On Dec 13, 2013, at 3:22 PM, Jeff Layton <jlayton@poochiereds.net> wrote:

> On Fri, 13 Dec 2013 14:58:12 -0500
> Andy Adamson <androsadamson@gmail.com> wrote:
> 
>> On Fri, Dec 13, 2013 at 2:56 PM, Weston Andros Adamson <dros@netapp.com> wrote:
>>> So should we make this fix generic and check gssd_running for every upcall, or should we just handle this regression and return -EACCES in gss_refresh_null when !gssd_running?
>> 
>> I can't see any reason to attempt an upcall if gssd is not running.
>> 
>> -->Andy
>> 
> 
> commit e2f0c83a9d in Trond's tree just adds an "info" file for the new
> dummy pipe. That silences some warnings from gssd, but it doesn't
> actually do much else.
> 
> The patch that adds real detection for running gssd is 89f842435c.
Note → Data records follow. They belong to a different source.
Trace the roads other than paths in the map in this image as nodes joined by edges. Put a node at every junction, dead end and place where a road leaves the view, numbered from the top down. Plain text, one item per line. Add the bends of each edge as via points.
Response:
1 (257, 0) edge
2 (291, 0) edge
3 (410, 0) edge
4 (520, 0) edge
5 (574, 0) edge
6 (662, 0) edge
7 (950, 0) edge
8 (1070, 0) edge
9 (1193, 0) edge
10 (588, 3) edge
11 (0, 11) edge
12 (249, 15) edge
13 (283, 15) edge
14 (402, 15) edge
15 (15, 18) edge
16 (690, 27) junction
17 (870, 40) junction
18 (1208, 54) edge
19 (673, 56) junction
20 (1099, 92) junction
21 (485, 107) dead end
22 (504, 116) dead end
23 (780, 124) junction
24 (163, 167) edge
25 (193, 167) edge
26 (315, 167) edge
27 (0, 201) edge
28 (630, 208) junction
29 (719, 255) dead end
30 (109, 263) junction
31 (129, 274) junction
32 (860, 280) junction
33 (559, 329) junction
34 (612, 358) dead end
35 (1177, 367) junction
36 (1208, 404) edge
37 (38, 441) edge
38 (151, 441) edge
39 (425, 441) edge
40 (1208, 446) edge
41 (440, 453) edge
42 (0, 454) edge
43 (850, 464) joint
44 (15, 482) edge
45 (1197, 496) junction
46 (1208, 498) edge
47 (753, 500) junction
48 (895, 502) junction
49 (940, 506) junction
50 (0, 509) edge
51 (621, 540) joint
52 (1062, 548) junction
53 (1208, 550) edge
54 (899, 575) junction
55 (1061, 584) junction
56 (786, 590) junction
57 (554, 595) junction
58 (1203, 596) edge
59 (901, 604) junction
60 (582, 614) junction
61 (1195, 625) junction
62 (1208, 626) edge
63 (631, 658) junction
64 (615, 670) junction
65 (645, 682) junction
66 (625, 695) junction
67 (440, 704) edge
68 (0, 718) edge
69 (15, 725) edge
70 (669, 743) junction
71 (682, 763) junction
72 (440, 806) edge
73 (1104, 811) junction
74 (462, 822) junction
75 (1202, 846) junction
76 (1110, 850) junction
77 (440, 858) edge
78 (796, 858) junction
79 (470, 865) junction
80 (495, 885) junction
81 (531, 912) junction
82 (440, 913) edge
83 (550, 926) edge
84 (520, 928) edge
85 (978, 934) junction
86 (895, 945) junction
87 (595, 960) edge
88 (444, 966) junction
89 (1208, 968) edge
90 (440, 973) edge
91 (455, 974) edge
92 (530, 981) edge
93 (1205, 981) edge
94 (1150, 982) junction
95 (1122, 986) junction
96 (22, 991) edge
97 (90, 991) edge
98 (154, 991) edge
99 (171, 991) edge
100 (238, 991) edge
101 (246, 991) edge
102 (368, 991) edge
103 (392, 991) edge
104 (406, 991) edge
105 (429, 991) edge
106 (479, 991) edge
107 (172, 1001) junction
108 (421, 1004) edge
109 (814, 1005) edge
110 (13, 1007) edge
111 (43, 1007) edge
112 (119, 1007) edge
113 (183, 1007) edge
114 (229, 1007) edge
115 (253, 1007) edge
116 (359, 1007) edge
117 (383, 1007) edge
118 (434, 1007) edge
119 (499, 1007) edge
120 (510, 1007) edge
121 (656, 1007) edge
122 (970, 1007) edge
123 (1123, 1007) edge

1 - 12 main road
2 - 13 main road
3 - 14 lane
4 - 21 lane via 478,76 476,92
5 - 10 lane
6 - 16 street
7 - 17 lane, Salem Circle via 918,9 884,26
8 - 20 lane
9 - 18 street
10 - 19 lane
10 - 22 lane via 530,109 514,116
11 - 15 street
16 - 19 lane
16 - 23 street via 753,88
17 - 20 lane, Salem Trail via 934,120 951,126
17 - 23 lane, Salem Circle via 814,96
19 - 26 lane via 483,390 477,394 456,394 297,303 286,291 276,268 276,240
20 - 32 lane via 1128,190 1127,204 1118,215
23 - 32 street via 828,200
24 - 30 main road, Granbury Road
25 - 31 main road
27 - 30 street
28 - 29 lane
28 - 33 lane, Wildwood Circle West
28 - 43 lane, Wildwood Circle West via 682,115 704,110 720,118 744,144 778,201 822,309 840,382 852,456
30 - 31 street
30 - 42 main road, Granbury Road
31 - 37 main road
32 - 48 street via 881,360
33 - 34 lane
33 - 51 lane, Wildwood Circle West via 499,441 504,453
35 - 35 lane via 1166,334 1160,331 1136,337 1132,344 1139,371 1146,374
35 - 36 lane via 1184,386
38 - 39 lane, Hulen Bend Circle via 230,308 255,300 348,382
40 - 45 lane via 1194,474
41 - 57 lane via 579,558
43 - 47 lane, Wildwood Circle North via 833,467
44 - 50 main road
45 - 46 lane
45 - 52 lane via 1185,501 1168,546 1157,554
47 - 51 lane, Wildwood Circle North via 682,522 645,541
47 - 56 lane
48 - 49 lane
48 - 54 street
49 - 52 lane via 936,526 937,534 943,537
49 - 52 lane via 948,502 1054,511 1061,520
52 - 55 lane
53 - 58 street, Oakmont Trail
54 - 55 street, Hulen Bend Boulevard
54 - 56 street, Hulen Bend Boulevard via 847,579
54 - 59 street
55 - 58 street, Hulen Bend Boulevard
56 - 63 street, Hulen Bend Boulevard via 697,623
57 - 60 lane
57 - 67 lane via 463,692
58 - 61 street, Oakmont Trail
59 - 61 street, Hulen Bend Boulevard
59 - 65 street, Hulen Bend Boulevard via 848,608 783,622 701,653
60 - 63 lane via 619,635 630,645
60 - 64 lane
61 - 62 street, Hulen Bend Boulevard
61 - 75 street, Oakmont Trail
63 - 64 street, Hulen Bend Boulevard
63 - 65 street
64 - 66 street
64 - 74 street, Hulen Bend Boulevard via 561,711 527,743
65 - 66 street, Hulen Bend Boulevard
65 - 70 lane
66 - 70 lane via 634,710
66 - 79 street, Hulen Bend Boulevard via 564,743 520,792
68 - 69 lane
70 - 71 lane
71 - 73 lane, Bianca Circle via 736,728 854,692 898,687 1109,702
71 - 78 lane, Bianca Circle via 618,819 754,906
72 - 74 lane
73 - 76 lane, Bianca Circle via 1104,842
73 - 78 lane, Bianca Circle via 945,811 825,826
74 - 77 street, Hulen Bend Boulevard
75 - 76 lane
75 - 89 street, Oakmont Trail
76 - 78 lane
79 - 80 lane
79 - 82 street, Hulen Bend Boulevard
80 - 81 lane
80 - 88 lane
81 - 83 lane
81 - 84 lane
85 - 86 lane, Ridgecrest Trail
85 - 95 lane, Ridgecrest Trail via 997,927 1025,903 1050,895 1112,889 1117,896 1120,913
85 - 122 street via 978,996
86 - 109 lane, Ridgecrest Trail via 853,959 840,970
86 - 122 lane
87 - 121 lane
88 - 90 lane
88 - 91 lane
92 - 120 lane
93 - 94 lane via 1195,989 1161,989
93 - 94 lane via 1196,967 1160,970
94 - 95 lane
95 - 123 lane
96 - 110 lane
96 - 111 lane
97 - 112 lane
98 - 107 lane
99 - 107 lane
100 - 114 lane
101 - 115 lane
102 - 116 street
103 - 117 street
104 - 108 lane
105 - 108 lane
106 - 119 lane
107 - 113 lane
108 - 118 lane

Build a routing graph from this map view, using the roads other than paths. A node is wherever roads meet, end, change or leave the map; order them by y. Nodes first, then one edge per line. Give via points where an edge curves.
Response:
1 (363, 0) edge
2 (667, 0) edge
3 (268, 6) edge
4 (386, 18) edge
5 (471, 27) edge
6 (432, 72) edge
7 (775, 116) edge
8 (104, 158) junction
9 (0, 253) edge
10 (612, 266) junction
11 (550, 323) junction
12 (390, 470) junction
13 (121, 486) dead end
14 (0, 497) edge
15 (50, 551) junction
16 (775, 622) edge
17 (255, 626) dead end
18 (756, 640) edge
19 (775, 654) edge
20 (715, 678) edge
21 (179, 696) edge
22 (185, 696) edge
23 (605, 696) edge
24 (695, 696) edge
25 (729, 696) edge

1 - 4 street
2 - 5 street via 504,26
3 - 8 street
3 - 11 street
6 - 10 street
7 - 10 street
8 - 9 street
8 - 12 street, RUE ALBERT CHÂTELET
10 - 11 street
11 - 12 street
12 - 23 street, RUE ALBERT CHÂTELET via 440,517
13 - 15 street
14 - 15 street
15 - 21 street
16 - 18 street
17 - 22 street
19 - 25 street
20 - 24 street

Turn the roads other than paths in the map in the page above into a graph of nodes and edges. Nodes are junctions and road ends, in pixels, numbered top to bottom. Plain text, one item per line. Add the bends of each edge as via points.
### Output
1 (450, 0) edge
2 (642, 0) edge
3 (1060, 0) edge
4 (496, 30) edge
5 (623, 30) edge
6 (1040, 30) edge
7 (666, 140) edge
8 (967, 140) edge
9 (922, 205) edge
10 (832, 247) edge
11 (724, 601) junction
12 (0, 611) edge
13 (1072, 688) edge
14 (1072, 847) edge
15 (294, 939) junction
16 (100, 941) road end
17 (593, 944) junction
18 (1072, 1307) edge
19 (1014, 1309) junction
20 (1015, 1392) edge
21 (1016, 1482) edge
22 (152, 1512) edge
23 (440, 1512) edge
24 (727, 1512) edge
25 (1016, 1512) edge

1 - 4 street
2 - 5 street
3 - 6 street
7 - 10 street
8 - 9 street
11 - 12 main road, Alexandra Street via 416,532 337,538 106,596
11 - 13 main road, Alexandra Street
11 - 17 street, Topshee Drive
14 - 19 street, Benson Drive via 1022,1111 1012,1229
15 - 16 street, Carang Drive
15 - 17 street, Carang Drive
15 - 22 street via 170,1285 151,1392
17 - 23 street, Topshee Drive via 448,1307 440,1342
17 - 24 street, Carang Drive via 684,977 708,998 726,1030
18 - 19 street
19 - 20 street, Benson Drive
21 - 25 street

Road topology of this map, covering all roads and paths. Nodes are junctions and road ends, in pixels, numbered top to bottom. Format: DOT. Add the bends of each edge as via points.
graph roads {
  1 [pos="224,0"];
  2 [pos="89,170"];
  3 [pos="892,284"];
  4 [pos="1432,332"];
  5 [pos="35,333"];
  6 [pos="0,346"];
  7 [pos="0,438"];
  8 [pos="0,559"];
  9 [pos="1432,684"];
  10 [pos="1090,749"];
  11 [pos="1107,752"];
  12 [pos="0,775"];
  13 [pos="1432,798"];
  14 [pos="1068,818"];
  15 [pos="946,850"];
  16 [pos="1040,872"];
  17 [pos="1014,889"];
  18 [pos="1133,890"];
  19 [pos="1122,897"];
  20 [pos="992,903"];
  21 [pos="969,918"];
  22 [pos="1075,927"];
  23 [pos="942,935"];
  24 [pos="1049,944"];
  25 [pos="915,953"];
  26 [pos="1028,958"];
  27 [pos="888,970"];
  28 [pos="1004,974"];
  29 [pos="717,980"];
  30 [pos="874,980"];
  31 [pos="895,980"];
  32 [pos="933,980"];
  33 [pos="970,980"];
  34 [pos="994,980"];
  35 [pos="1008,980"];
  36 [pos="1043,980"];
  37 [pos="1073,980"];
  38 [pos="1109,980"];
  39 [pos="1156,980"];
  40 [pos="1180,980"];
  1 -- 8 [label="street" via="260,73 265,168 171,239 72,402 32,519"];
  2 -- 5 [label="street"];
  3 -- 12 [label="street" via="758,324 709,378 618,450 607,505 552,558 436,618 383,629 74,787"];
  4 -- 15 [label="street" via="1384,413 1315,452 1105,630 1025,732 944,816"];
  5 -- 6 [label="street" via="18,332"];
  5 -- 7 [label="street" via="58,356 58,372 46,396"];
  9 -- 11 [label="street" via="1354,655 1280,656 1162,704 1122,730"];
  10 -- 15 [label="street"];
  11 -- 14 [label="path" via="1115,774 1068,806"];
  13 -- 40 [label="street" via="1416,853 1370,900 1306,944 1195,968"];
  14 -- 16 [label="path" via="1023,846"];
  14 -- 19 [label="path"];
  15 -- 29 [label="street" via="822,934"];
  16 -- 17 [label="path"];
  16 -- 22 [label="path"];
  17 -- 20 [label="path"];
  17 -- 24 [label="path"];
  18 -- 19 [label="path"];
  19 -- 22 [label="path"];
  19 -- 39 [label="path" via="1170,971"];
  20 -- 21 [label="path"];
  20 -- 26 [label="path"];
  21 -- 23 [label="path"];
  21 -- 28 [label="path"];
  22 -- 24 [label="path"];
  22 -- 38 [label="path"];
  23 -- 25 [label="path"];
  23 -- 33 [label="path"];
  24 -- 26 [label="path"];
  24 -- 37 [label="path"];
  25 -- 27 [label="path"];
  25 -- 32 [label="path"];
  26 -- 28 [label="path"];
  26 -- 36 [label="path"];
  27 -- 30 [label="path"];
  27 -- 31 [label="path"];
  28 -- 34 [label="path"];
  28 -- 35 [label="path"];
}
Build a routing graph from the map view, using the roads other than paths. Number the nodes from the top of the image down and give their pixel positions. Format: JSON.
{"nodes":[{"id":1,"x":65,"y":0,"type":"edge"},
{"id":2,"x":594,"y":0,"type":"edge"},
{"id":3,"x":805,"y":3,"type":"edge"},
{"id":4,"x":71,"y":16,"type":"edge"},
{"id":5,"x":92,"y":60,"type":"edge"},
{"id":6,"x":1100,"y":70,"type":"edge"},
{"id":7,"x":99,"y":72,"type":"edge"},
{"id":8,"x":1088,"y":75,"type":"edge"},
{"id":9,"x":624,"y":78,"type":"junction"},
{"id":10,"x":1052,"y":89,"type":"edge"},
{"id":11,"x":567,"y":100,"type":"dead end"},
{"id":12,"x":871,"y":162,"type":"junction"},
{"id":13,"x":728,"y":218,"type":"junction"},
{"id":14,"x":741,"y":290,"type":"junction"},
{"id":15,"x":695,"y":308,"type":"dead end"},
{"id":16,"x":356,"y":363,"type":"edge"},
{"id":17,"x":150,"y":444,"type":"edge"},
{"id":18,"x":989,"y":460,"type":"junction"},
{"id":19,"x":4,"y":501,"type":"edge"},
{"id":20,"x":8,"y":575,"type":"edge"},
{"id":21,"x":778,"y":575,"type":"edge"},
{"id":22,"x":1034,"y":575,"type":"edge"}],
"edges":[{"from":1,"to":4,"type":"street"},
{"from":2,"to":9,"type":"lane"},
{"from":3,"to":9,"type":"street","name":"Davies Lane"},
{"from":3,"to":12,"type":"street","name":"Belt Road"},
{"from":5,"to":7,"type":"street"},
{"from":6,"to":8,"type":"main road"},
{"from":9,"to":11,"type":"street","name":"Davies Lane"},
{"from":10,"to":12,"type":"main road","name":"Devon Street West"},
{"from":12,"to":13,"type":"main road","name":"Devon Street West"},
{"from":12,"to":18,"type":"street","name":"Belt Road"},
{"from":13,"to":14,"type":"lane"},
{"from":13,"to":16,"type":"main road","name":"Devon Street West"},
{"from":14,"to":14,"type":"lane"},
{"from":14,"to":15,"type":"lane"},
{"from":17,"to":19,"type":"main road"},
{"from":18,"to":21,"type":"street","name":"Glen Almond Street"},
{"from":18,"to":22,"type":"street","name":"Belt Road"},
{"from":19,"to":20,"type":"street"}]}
With
> that patch, we'll never upcall to gssd if gssd_running comes back
> false. You just get back -EACCES on the upcall in that case.
> 
> Note that there is one more patch that Trond hasn't merged yet:
> 
>    [PATCH] rpc_pipe: fix cleanup of dummy gssd directory when notification fails
> 
> But notifier failure should only rarely happen so it's not a huge deal
> if you don't have it.

Ah, but gssd_running is only checked in gss_create_upcall and not in the gss_refresh_upcall path.  I’ll submit a patch.

Thanks,

-dros


> 
>>> 
>>> -dros
>>> 
>>> 
>>> On Dec 13, 2013, at 2:02 PM, Andy Adamson <androsadamson@gmail.com> wrote:
>>> 
>>>> On Fri, Dec 13, 2013 at 12:32 PM, Weston Andros Adamson <dros@netapp.com> wrote:
>>>>> Commit c297c8b99b07f496ff69a719cfb8e8fe852832ed (SUNRPC: do not fail gss proc NULL calls with EACCES) introduces a hang on reboot if there are any mounts that use AUTH_GSS.
>>>>> 
>>>>> Due to recent changes, this can even happen when mounting sec=sys, because the non-fsid specific operations use KRB5 if possible.
>>>>> 
>>>>> To reproduce:
>>>>> 
>>>>> 1) mount a server with sec=krb5 (or sec=sys if you know krb5 will work for nfs_client ops)
>>>>> 2) reboot
>>>>> 3) notice hang (output below)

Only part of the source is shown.